Abstract
Pavement maintenance is a critical aspect of transportation and infrastructure management, as it directly impacts traffic flow, vehicle maintenance, safety and accident rate. Effective prediction and prevention of pavement deterioration are essential for optimizing pavement maintenance strategies, reducing cost, and ensuring the lifespan or longevity of transportation. This study presents the development of Adaptive Neuro-Fuzzy inference system (ANFIS) for predicting pavement deterioration. The data used for this analysis is a historical data and field investigation data from the Cross River State pavement Maintenance Agency, Calabar, Nigeria. The ANFIS model was trained using a dataset with input variables, the outcome from the membership functions shows that in1=4.4, in2=3.15, in3=13.5 and output variable (out1=0.541). The model consists of 270 nodes, 33 fuzzy set, and utilizes sub clustering (FIS type), hybrid optimization method, Gaussmf membership function, and wtaver defuzzification. The study result showed that the ANFIS model accurately predicted pavement deterioration with Root mean Squared Error (RMSE) 0f 0.851716. The developed ANFIS model can be used by transportation agencies to predict pavement deterioration and prioritize maintenance activities.

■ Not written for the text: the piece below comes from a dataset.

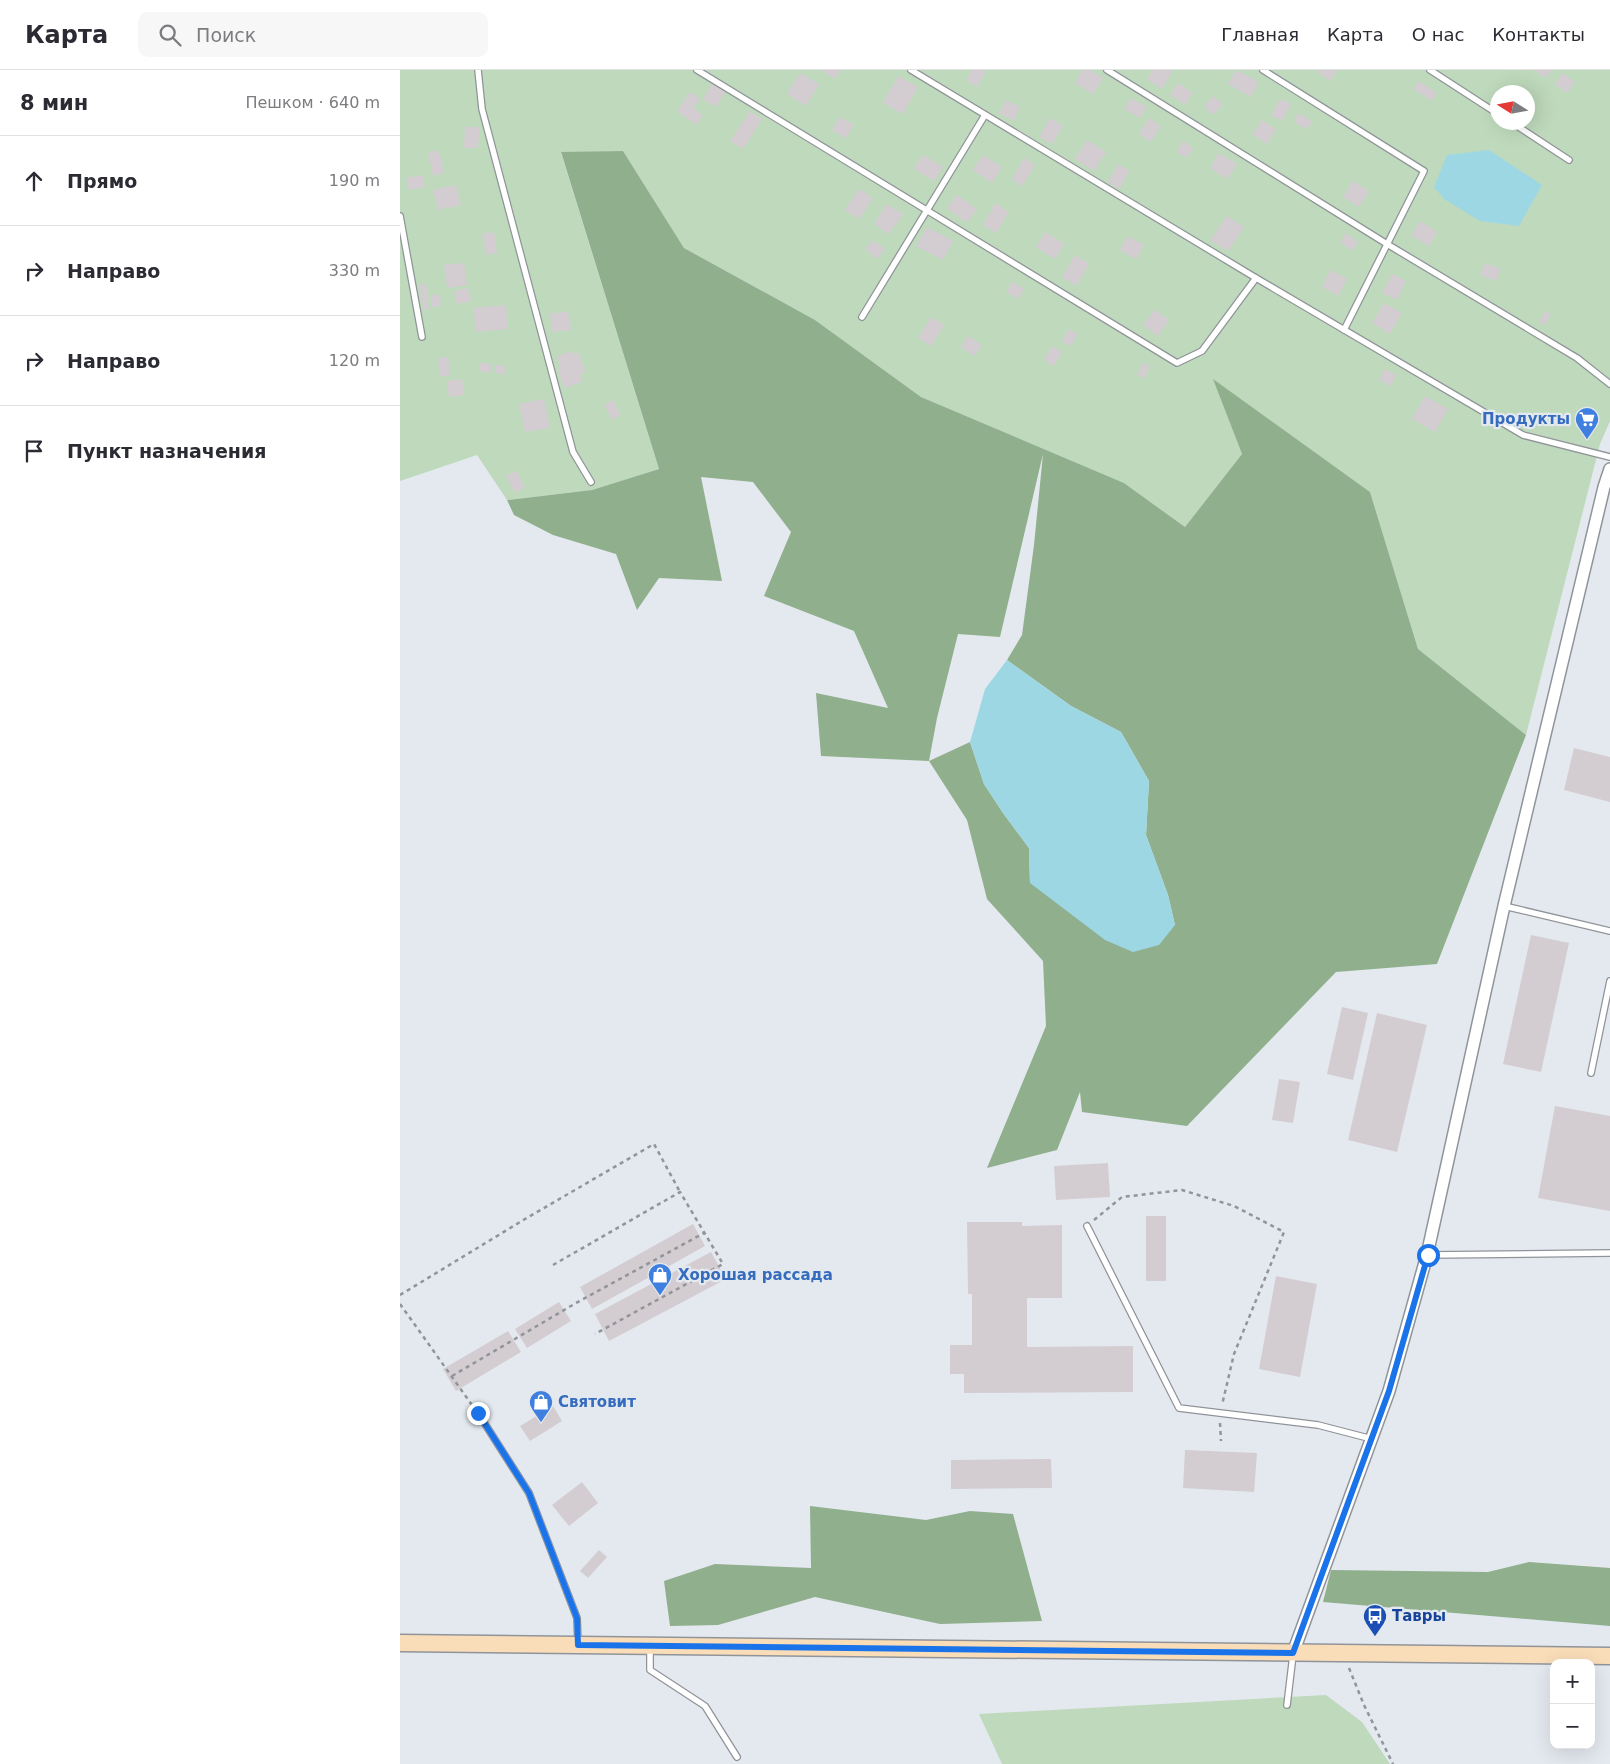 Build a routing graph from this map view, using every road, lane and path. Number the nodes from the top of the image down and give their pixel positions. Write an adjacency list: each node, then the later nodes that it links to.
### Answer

The Model’s ability to handle nonlinear relationships and uncertainty makes it a valuable tool for pavement management.
Keywords
pavement deterioration
adaptive neuro-fuzzy inference system (ANFIS)
pavement maintenance
pavement management
Data Availability Statement
Data will be made available on request.
Funding
This work was supported without any funding.
Conflicts of Interest
The authors declare no conflicts of interest.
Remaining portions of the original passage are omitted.